======== Source information

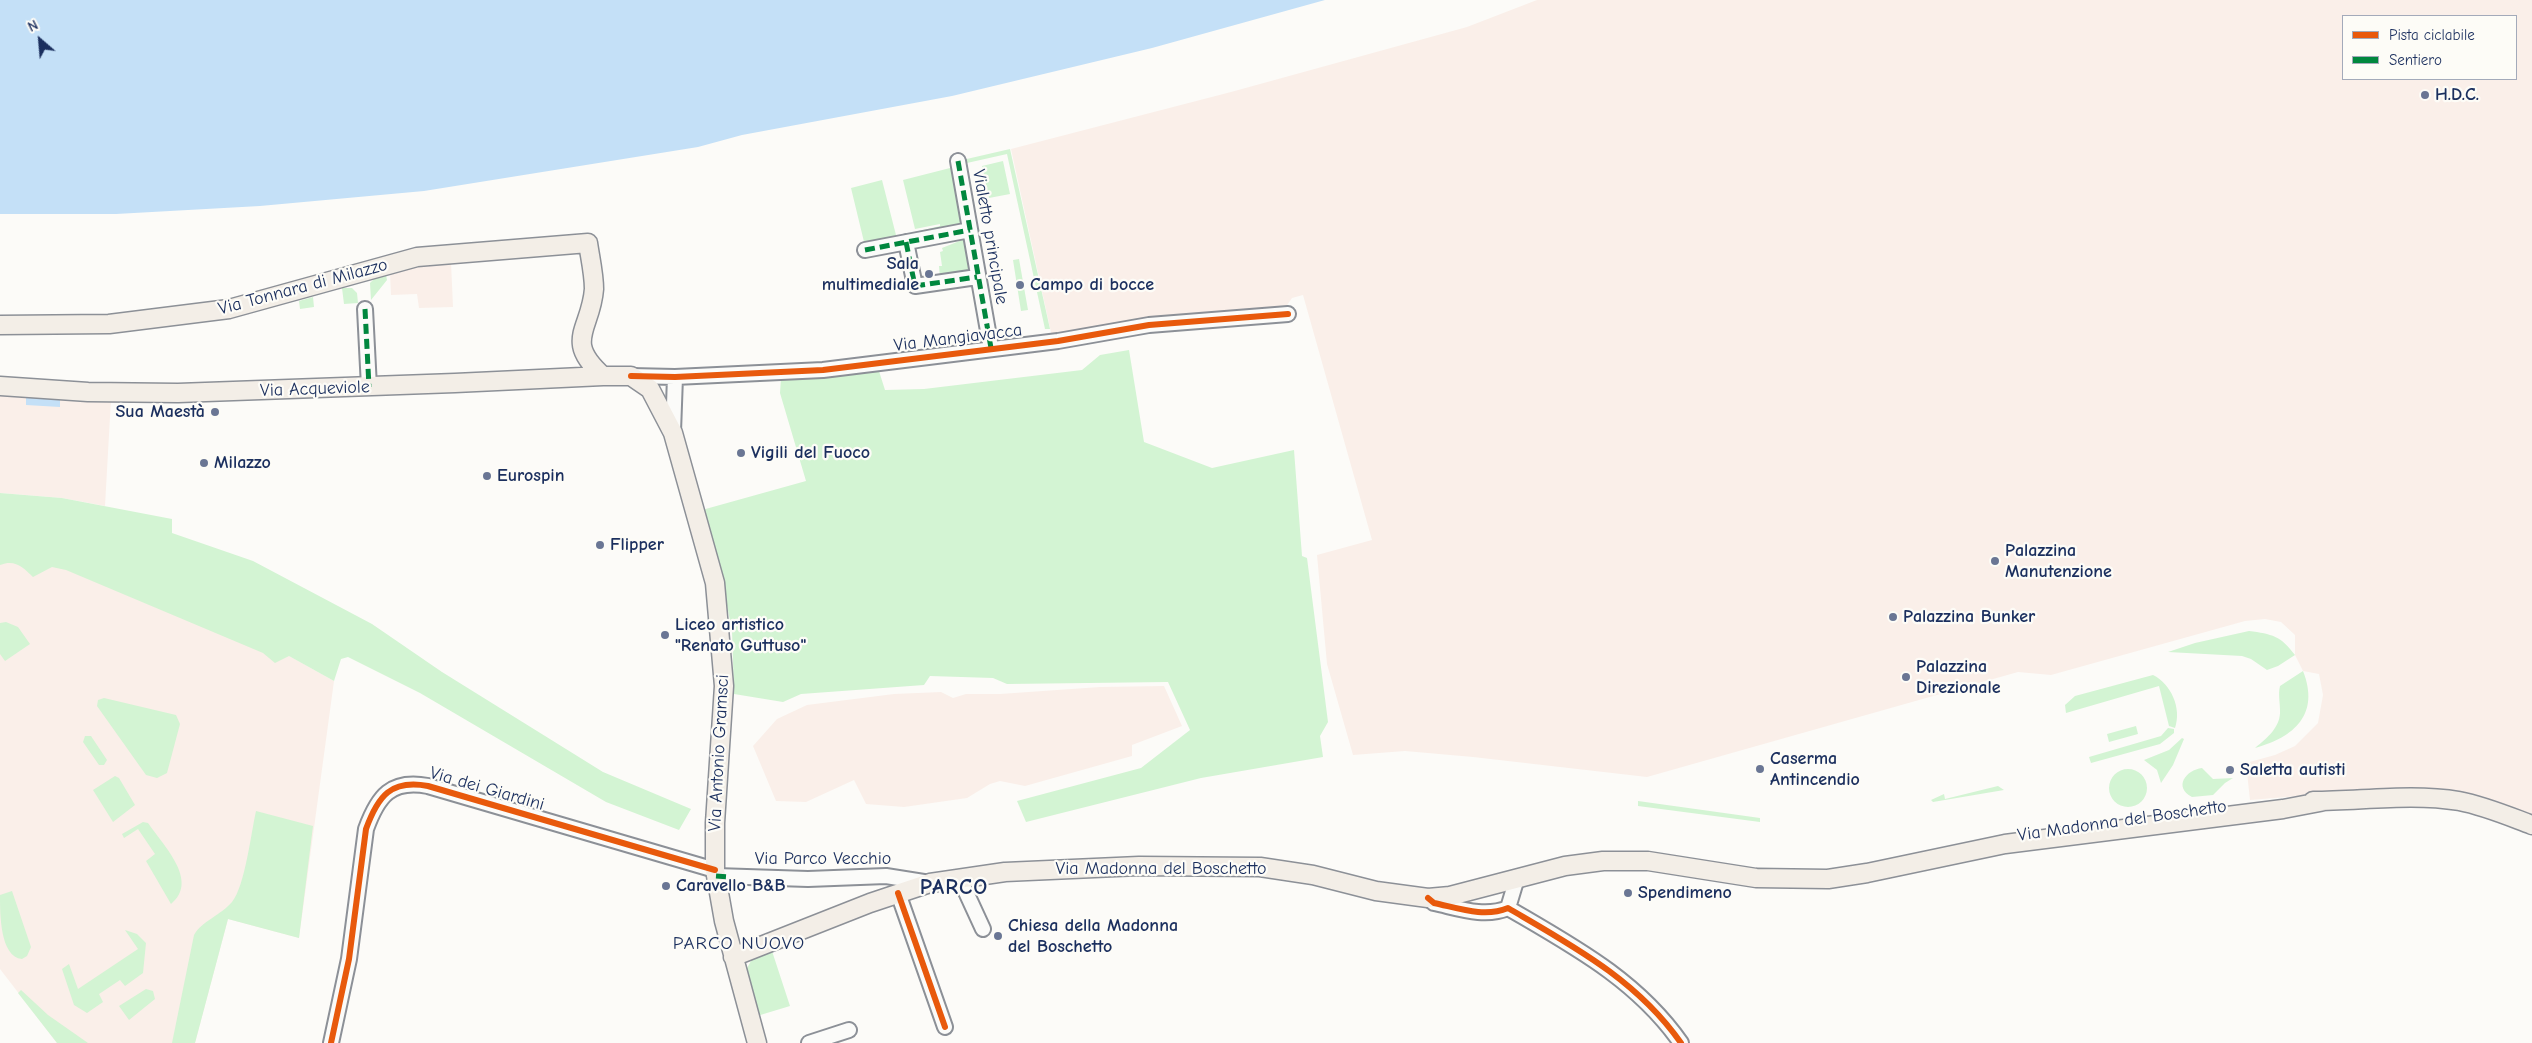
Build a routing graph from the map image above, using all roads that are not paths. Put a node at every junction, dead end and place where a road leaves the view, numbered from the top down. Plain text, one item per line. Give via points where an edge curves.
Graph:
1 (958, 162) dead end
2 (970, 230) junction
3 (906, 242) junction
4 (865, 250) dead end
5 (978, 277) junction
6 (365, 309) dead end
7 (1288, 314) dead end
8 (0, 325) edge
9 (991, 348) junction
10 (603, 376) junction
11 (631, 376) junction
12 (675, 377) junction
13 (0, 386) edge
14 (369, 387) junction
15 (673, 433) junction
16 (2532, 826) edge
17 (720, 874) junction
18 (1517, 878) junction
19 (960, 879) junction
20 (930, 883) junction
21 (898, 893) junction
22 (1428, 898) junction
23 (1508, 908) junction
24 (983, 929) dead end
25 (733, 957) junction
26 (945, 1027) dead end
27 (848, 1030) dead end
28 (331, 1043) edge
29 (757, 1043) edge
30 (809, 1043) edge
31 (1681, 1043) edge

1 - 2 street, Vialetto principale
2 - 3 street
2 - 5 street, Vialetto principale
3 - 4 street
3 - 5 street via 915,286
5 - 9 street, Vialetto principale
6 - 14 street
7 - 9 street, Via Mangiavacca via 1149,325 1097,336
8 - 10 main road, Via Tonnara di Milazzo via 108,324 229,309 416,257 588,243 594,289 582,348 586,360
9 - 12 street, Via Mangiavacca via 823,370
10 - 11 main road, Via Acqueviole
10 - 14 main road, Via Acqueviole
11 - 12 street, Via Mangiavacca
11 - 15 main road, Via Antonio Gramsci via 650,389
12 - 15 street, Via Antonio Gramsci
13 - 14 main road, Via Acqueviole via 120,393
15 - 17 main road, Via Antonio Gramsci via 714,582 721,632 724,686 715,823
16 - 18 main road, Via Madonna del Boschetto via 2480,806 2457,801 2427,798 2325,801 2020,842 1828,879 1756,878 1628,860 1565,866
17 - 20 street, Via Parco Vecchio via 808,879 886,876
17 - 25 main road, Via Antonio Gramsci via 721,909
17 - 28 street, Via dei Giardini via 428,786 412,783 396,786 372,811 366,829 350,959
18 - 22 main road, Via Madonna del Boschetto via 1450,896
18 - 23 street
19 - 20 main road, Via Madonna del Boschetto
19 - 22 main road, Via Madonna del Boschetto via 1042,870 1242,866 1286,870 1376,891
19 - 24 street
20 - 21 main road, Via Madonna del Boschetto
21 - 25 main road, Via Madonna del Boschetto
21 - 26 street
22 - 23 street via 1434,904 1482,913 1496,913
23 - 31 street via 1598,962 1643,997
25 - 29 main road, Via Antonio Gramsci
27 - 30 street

================

**Directions:**
Please copy each line of the entries in which the word "Acqueviole" shows up.

**Exercise response:**
10 - 11 main road, Via Acqueviole
10 - 14 main road, Via Acqueviole
13 - 14 main road, Via Acqueviole via 120,393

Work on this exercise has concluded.